Stored items:
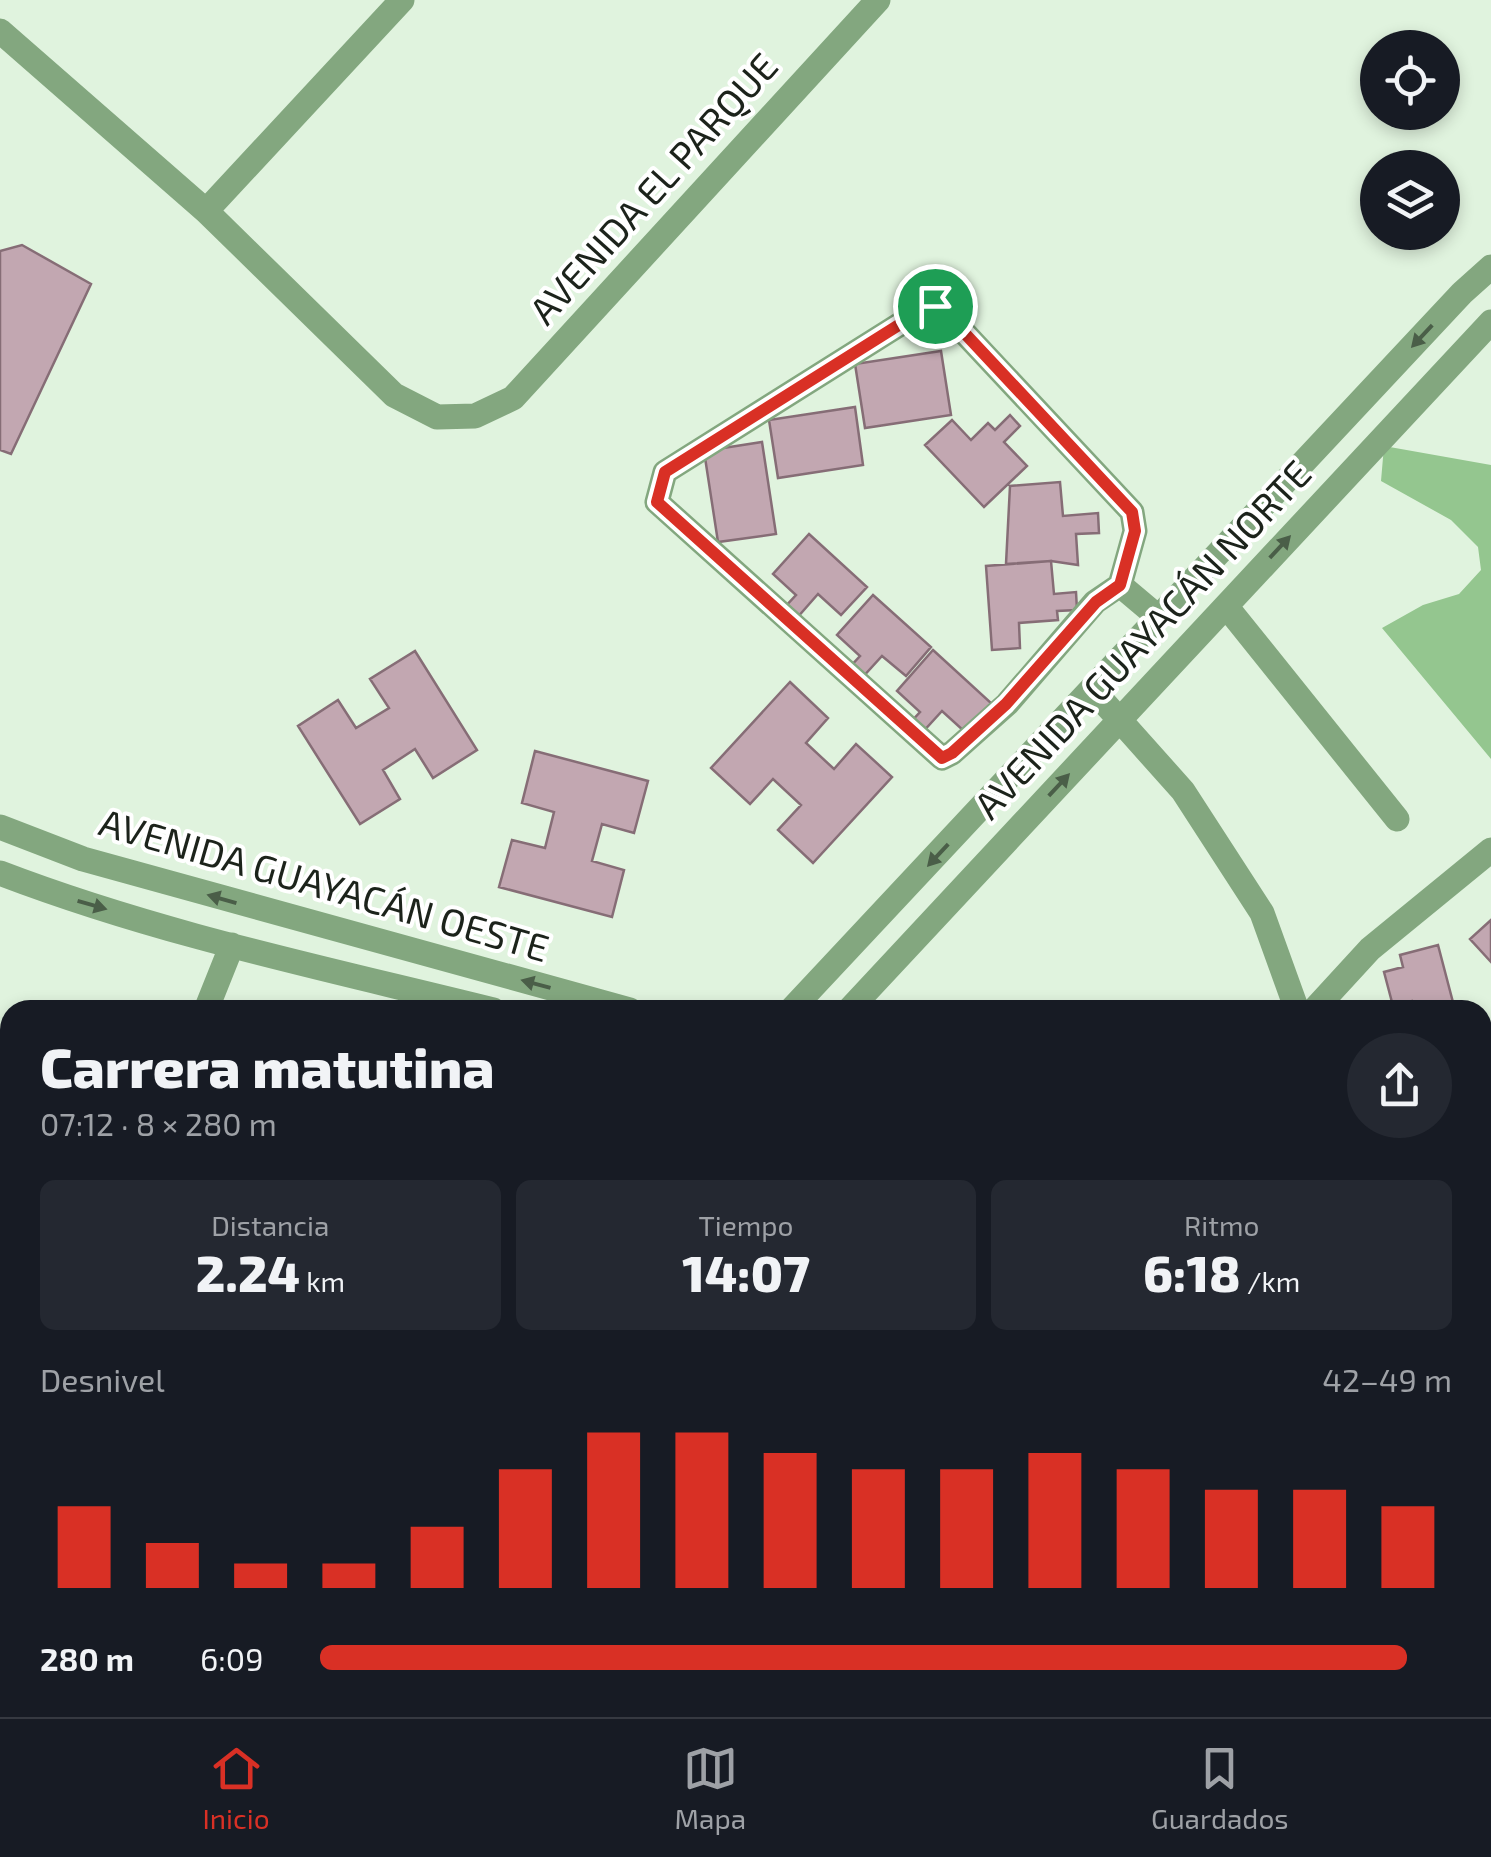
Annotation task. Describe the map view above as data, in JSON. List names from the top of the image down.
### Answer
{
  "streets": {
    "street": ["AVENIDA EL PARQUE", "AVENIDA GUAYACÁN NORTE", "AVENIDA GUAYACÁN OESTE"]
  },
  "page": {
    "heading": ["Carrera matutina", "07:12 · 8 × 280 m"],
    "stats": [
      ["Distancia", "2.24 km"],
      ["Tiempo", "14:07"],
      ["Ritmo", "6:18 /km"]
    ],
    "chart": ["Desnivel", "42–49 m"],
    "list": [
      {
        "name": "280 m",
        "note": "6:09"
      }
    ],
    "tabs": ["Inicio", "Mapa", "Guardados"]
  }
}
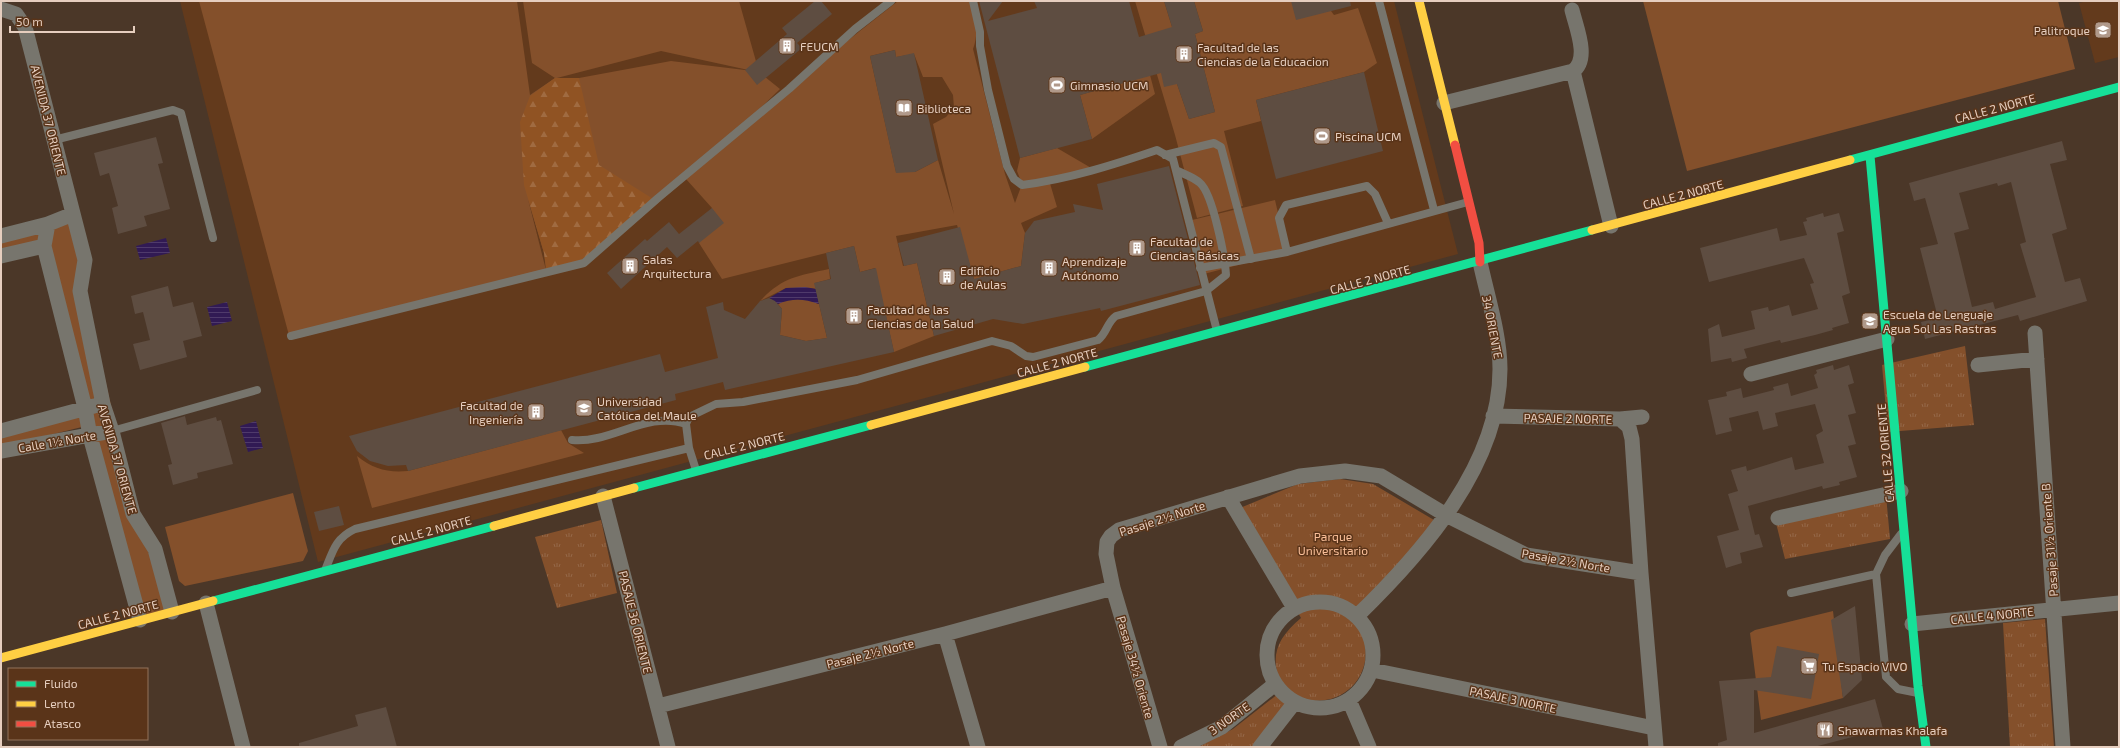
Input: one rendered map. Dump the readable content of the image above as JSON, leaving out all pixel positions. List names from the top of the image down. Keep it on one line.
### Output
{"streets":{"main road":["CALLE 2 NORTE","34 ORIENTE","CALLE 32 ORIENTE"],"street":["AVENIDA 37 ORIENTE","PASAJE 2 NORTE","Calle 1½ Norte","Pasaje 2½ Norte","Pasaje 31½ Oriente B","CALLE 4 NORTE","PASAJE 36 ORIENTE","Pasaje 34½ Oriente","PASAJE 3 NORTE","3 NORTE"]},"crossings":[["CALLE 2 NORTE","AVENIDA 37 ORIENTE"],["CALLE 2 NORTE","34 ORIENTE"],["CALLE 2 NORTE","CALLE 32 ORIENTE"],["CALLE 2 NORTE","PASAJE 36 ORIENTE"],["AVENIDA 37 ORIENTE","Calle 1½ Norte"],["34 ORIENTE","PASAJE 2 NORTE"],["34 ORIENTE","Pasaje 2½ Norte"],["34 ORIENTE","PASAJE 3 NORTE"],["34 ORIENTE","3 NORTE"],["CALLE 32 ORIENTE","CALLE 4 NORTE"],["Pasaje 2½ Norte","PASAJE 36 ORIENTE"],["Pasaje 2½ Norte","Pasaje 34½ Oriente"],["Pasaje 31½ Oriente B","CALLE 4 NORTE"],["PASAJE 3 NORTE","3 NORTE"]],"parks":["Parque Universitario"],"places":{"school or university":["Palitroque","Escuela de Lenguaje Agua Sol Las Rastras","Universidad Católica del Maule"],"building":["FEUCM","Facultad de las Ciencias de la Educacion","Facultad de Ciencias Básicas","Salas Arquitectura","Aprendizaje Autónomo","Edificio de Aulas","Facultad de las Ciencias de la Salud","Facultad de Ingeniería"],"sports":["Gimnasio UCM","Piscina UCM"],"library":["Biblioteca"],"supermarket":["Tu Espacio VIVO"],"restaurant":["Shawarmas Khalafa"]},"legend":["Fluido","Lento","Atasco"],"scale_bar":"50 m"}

• What is needed:
Apart from its pictures, the data is to be repeated exactly.

• Your response:
Annotation task. Describe the map view above as data, in JSON. List names from the top of the image down.
### Answer
{
  "streets": {
    "street": ["AVENIDA EL PARQUE", "AVENIDA GUAYACÁN NORTE", "AVENIDA GUAYACÁN OESTE"]
  },
  "page": {
    "heading": ["Carrera matutina", "07:12 · 8 × 280 m"],
    "stats": [
      ["Distancia", "2.24 km"],
      ["Tiempo", "14:07"],
      ["Ritmo", "6:18 /km"]
    ],
    "chart": ["Desnivel", "42–49 m"],
    "list": [
      {
        "name": "280 m",
        "note": "6:09"
      }
    ],
    "tabs": ["Inicio", "Mapa", "Guardados"]
  }
}
Input: one rendered map. Dump the readable content of the image above as JSON, leaving out all pixel positions. List names from the top of the image down. Keep it on one line.
### Output
{"streets":{"main road":["CALLE 2 NORTE","34 ORIENTE","CALLE 32 ORIENTE"],"street":["AVENIDA 37 ORIENTE","PASAJE 2 NORTE","Calle 1½ Norte","Pasaje 2½ Norte","Pasaje 31½ Oriente B","CALLE 4 NORTE","PASAJE 36 ORIENTE","Pasaje 34½ Oriente","PASAJE 3 NORTE","3 NORTE"]},"crossings":[["CALLE 2 NORTE","AVENIDA 37 ORIENTE"],["CALLE 2 NORTE","34 ORIENTE"],["CALLE 2 NORTE","CALLE 32 ORIENTE"],["CALLE 2 NORTE","PASAJE 36 ORIENTE"],["AVENIDA 37 ORIENTE","Calle 1½ Norte"],["34 ORIENTE","PASAJE 2 NORTE"],["34 ORIENTE","Pasaje 2½ Norte"],["34 ORIENTE","PASAJE 3 NORTE"],["34 ORIENTE","3 NORTE"],["CALLE 32 ORIENTE","CALLE 4 NORTE"],["Pasaje 2½ Norte","PASAJE 36 ORIENTE"],["Pasaje 2½ Norte","Pasaje 34½ Oriente"],["Pasaje 31½ Oriente B","CALLE 4 NORTE"],["PASAJE 3 NORTE","3 NORTE"]],"parks":["Parque Universitario"],"places":{"school or university":["Palitroque","Escuela de Lenguaje Agua Sol Las Rastras","Universidad Católica del Maule"],"building":["FEUCM","Facultad de las Ciencias de la Educacion","Facultad de Ciencias Básicas","Salas Arquitectura","Aprendizaje Autónomo","Edificio de Aulas","Facultad de las Ciencias de la Salud","Facultad de Ingeniería"],"sports":["Gimnasio UCM","Piscina UCM"],"library":["Biblioteca"],"supermarket":["Tu Espacio VIVO"],"restaurant":["Shawarmas Khalafa"]},"legend":["Fluido","Lento","Atasco"],"scale_bar":"50 m"}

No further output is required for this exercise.